München/Forstinning – Jonas Lerchenmüller vom Start-up Kewazo steht auf einem Friedhof in Forstinning bei München. Die barocke Pfarrkirche vor ihm mit ihrem 30 Meter hohen Turm ist komplett eingerüstet. Neben ihm steht ein Gerüstbauer, der eine Fernbedienung in der Hand hält. Er drückt einen Knopf und eine Transportplattform mit Gerüstteilen fährt automatisch nach oben und dreht sich zum Arbeiter auf der obersten Lage. Der entlädt die Teile und schickt den Roboter-Aufzug wieder nach unten. „Normalerweise reichen die Gerüstbauer die Teile oft noch von einer Lage zur nächsten oder ziehen sie mit einer Seilwinde hoch“, erklärt Jonas Lerchenmüller. Dafür braucht man mehrere Arbeiter und es ist extrem anstrengend. „Mit unserem Liftbot kann man dagegen zu zweit oder zu dritt arbeiten. Und Kraft spart man auch.“
Ein Bauroboter, der Gerüstteile nach oben hebt? Das klingt wenig spektakulär. Doch Kewazo hat für seine Technik schon viele Preise gewonnen, unter anderem vom Hauptverband der deutschen Bauindustrie. Was sich banal anhört, ist nämlich eine enorme Erleichterung. Bauaufzüge gibt es zwar bereits, doch um sie aufzustellen, braucht man einen Stapler, Strom und mehrere Arbeitskräfte. „Auf vielen Baustellen fehlt dafür der Platz oder der Aufwand lohnt sich nicht“, erklärt Lerchenmüller. Deshalb werden vier von fünf Gerüsten nach wie vor manuell errichtet. Das dauert aber und ist teuer und gefährlich.
Jeder Gerüstbauer trägt laut Lerchenmüller bis zu fünf Tonnen an Gerüstteilen pro Tag, etwa 80 Prozent der Projektzeit im Gerüstbau entfällt auf den Materialtransport. Weit über die Hälfte der Kosten sind zudem Arbeitskosten. Arbeiter sind aber immer schwerer zu bekommen, weshalb viele Gerüstbauer Aufträge bereits schieben oder ganz absagen müssen. Und weil selbst bei den stärksten Gerüstbauern im Laufe des Tages die Kräfte schwinden, passieren allein in Deutschland pro Jahr etwa 6000 Unfälle im Gerüstbau.

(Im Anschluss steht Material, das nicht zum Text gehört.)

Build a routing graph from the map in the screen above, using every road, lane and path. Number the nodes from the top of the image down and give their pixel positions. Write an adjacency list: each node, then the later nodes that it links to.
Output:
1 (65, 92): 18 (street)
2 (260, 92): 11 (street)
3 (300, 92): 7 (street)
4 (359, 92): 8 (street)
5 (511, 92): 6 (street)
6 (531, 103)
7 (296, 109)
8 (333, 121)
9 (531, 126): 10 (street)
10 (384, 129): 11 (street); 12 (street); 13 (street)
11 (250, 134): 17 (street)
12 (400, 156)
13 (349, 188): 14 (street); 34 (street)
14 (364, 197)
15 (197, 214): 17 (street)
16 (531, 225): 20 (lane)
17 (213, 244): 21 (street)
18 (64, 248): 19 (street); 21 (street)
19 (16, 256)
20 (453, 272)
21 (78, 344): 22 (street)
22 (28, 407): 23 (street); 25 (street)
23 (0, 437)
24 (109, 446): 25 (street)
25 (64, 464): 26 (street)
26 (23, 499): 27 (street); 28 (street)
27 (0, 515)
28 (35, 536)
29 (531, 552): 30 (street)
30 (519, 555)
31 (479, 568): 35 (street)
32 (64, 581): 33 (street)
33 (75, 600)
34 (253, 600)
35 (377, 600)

„Wir bieten hier eine Lösung“, sagt Lerchenmüller. Der kleine Roboter, der die Transportplattform bewegt, ersetze mehrere Fachkräfte, die sonst die Gerüstteile von Lage zu Lage heben. Das spart laut Kewazo 25 bis 44 Prozent der Personalkosten. Und weil man die Teile oben nur noch aus der Plattform nehmen muss, erhöht sich die Sicherheit signifikant. Anders als ein großer Bauaufzug ist der Liftbot zudem selbst auf engstem Raum einfach zu installieren. Für den Aufbau der Schienen braucht man kein spezielles Werkzeug, der Antriebsroboter ist klein, leicht und ein Arbeiter kann ihn alleine schieben. Und er hat eine Batterie, benötigt also keinen Stromanschluss. „In 20 Minuten steht das System und man kann anfangen“, sagt Lerchenmüller. „Während der Arbeit bekommt man alle Daten auf das Handy und kann zum Beispiel auswerten, wie viel Gewicht man in welcher Zeit nach oben bringt.“
In einer Branche, in der es um Zeit, Geld und Arbeitskräfte geht, ist das eine Ansage. Kein Wunder, dass viele große Unternehmen den kleinen Roboter testen. Der erste Auftrag kam von der Meyer Werft, die Kreuzfahrtschiffe wie die riesige Aida baut. Der Industriedienstleister Bilfiger Arnholdt setzt den Liftbot nun dauerhaft ein und auch die Kuppel im Reichstag wurde von Kewazo schon eingerüstet. Ein großer Auftraggeber ist auch die Ölindustrie. „Hier müssen für Wartungsarbeit regelmäßig Tanks oder Kolonnen eingerüstet werden. Da geht es um jede Minute“, weiß Lerchenmüller.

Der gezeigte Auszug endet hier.